La mort des deux adolescents est suivie par trois semaines d'émeutes dans les banlieues françaises. Le gouvernement décrète l'état d'urgence.
- Dix ans d'attente -
A son arrivée au tribunal, l'avocat des policiers, Daniel Merchat, a estimé que "les éléments constitutifs de la non-assistance à personne en danger ne sont pas réunis", expliquant que le policier qui poursuivait les adolescents avait fait "deux vérifications" et "était sûr qu'il n'y avait personne dans le site" EDF.
"Mes clients n'ont jamais su que les individus en fuite étaient premièrement dans le site EDF et deuxièmement dans le transformateur: pour une raison très simple, ils sont entrés dans le transformateur une demi-heure après le départ des fonctionnaires de police", a-t-il déclaré.
Mais pour Jean-Pierre Mignard, avocat des familles, "les trois gosses sont des victimes, deux d'entre eux sont morts dans des conditions atroces. Et cela aurait pu être évité".

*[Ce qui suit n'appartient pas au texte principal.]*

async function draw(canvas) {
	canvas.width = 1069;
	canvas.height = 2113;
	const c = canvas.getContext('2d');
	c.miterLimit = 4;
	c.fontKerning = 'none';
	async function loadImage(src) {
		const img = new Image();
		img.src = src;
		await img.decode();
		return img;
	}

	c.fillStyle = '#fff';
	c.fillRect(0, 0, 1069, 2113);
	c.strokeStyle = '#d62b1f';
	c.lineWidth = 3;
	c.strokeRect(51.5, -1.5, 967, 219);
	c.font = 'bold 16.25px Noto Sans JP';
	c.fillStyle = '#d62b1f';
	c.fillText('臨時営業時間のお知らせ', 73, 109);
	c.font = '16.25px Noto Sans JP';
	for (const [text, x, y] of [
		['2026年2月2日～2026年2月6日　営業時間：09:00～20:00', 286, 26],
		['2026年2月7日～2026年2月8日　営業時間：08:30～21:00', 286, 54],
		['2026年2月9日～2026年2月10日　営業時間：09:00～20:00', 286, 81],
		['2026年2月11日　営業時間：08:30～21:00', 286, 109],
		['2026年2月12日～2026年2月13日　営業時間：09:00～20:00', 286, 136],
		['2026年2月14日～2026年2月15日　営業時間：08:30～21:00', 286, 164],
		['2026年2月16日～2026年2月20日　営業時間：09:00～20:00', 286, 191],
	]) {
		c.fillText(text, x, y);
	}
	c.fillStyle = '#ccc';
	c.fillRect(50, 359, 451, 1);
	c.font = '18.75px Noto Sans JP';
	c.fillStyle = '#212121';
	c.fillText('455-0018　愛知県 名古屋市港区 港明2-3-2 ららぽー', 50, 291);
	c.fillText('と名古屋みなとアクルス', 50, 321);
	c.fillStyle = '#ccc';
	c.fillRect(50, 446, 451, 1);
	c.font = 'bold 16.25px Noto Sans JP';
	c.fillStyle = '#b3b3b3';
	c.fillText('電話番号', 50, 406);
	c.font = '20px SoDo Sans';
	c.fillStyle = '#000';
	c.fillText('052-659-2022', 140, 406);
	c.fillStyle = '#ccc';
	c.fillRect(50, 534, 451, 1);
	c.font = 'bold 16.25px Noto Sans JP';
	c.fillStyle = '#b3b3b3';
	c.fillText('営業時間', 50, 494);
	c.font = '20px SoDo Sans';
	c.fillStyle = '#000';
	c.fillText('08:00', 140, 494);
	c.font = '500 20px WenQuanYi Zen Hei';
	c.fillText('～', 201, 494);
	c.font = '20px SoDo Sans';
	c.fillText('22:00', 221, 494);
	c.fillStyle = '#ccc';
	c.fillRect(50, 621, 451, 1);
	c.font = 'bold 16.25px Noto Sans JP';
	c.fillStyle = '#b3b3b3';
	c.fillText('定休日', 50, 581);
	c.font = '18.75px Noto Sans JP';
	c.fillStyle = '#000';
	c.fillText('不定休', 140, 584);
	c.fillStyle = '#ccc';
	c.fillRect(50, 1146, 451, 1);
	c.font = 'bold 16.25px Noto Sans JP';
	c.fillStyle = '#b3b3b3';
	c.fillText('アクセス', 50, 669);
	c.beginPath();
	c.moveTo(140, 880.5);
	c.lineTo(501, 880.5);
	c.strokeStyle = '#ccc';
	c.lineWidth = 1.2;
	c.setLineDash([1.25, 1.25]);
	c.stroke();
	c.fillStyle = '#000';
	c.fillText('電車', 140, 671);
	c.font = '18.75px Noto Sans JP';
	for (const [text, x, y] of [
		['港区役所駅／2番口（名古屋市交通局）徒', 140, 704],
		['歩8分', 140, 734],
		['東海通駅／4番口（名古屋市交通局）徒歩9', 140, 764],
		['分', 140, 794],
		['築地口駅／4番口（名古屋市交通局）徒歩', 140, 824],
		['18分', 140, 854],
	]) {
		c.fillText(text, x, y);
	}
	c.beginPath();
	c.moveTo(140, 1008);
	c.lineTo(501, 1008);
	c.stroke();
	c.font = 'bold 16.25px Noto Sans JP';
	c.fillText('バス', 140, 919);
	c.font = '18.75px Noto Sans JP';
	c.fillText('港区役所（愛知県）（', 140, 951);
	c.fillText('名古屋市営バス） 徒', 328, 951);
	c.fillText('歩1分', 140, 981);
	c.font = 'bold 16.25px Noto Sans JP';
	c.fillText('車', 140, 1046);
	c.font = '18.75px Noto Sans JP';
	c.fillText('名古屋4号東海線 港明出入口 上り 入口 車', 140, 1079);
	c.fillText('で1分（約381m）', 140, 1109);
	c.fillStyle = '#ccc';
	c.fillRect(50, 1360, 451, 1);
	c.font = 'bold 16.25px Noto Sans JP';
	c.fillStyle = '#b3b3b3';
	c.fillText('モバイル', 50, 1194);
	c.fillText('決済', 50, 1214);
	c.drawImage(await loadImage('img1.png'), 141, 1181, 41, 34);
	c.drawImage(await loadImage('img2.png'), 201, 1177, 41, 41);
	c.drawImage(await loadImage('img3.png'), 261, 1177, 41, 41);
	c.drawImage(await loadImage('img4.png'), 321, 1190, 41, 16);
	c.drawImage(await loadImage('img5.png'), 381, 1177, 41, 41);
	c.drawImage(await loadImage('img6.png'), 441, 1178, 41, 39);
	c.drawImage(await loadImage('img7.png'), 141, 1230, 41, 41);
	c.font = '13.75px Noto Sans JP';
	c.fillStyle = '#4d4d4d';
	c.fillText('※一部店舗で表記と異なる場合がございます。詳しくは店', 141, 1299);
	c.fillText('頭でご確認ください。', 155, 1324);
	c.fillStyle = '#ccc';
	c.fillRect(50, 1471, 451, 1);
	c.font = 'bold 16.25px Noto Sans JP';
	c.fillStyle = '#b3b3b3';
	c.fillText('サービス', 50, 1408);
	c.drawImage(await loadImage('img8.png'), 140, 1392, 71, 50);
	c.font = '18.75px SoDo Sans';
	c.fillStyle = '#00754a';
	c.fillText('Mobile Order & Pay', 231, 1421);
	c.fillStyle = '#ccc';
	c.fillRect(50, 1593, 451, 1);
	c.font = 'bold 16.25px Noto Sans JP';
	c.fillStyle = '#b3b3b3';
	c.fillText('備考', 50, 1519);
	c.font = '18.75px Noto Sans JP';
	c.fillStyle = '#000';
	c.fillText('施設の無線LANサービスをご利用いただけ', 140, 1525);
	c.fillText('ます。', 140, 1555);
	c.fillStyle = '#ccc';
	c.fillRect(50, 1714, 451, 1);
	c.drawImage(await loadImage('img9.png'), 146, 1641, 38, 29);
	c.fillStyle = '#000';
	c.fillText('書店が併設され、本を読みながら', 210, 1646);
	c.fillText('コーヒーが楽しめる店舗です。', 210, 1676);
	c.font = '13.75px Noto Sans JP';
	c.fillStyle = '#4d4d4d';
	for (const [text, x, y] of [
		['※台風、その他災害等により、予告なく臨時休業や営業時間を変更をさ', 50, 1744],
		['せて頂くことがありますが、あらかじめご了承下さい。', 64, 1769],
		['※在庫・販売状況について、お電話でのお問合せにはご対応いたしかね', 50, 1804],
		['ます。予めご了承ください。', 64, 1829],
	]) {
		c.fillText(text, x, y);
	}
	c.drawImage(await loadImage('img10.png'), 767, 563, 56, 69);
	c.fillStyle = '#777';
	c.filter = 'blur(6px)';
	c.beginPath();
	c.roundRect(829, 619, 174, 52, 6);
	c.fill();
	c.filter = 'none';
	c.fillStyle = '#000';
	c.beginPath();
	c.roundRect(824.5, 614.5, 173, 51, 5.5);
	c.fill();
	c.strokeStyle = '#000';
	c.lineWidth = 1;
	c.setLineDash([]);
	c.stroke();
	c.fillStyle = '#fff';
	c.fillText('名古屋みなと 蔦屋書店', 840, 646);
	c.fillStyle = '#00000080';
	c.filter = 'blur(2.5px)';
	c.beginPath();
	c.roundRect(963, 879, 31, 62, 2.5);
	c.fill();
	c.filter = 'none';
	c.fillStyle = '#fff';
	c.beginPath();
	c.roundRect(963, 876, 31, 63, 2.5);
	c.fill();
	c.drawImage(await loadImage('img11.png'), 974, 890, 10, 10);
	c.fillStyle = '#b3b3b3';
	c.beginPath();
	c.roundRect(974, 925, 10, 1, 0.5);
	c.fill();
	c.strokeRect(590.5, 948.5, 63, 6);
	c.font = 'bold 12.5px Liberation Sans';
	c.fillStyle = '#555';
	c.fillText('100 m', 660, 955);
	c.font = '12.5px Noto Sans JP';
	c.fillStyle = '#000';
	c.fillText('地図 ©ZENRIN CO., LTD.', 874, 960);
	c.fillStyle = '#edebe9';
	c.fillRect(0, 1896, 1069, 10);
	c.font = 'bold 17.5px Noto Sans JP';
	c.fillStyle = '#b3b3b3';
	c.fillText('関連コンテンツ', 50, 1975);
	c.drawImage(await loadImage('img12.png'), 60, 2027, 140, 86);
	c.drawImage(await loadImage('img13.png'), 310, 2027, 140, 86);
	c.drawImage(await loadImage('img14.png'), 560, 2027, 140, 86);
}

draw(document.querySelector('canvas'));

"On est là parce que 10 ans après, on a besoin de savoir ce qui s'est réellement passé, on a besoin d'écouter les policiers qu'on n'a jamais entendus", déclare Mariam Cissé, une cousine de Bouna. "On attend beaucoup de ce procès, quand bien même le procès sera positif ou négatif, ce sera une issue à un long deuil", assure-t-elle.
Même du côté des policiers, ce procès est attendu.
"Ça fait dix ans qu'ils attendent d'être entendus. Ils attendent beaucoup et surtout ils n'attendent pas de condamnation, parce que je pense qu'ils le ressentiraient vraiment vivement", avertit Loïc Lecouplier, secrétaire national adjoint du syndicat Alliance Police nationale à son arrivée à l'audience. "Quand on les connaît, on ne peut pas les accuser d'un tel manquement", ajoute-t-il.
M. Lecouplier se refuse à ramener l'audience à "un procès des policiers de banlieue contre les jeunes de banlieue". "C'est le procès de deux policiers, très jeunes à l'époque des faits", estime-t-il, rappelant que l'Inspection générale des services n'avait relevé aucune faute à leur encontre.
Dix années d'attente auront été nécessaires pour parvenir à ce procès. Les parquets successifs, de Bobigny à Rennes, où la Cour de cassation a dépaysé le dossier en 2012, ont toujours soutenu le non-lieu.